▸ Excerpted records
..............................
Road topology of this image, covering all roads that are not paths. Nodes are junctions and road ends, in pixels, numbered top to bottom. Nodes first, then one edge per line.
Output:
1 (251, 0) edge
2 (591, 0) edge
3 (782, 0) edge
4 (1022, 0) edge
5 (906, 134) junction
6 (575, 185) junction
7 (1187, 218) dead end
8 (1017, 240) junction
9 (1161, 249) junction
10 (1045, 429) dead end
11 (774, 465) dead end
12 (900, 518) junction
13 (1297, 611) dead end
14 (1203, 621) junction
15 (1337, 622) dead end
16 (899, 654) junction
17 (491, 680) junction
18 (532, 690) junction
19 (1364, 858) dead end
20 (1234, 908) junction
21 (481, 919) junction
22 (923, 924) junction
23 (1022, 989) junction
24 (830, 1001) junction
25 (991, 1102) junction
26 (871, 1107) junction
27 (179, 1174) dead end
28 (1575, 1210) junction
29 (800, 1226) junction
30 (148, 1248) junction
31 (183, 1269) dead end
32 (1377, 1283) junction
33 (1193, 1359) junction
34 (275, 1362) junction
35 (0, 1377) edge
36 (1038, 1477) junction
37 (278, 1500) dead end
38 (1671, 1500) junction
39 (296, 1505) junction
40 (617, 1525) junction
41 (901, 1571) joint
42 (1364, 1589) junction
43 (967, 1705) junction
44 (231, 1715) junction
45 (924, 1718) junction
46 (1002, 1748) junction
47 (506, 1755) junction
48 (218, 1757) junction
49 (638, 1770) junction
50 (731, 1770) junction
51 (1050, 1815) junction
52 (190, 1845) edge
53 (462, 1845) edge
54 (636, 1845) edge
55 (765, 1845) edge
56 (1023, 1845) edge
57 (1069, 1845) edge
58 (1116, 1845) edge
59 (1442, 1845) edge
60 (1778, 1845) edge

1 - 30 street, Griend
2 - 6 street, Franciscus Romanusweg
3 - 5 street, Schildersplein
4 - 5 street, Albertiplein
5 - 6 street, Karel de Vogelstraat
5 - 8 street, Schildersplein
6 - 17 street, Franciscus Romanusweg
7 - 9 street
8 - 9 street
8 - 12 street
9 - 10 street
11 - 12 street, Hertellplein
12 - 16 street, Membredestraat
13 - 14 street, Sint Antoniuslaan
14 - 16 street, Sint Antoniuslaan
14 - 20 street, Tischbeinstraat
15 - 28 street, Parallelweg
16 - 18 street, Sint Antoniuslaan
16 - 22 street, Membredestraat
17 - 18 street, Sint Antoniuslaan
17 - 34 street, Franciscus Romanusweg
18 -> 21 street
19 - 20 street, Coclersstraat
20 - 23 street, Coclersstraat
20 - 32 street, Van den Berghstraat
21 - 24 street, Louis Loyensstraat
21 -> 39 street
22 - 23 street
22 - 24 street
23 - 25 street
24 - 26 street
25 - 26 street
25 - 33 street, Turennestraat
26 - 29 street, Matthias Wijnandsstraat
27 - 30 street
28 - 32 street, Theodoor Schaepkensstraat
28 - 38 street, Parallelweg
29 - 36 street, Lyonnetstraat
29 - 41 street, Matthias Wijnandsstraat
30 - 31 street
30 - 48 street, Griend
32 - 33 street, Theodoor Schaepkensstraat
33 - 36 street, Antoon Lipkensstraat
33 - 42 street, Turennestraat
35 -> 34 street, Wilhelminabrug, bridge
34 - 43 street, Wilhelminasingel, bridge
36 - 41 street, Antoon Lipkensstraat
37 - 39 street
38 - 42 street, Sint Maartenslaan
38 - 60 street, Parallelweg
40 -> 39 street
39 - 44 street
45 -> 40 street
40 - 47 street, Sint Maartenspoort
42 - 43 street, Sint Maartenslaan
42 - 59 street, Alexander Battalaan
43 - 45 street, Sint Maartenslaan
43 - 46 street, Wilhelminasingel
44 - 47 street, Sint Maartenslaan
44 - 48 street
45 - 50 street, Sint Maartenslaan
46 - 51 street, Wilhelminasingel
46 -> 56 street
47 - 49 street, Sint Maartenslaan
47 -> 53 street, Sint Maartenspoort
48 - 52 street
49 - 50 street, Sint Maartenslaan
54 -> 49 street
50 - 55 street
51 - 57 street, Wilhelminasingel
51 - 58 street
..............................
For this exercise, gather every line of the data that contains the word "Lipkensstraat".

▸ Response
33 - 36 street, Antoon Lipkensstraat
36 - 41 street, Antoon Lipkensstraat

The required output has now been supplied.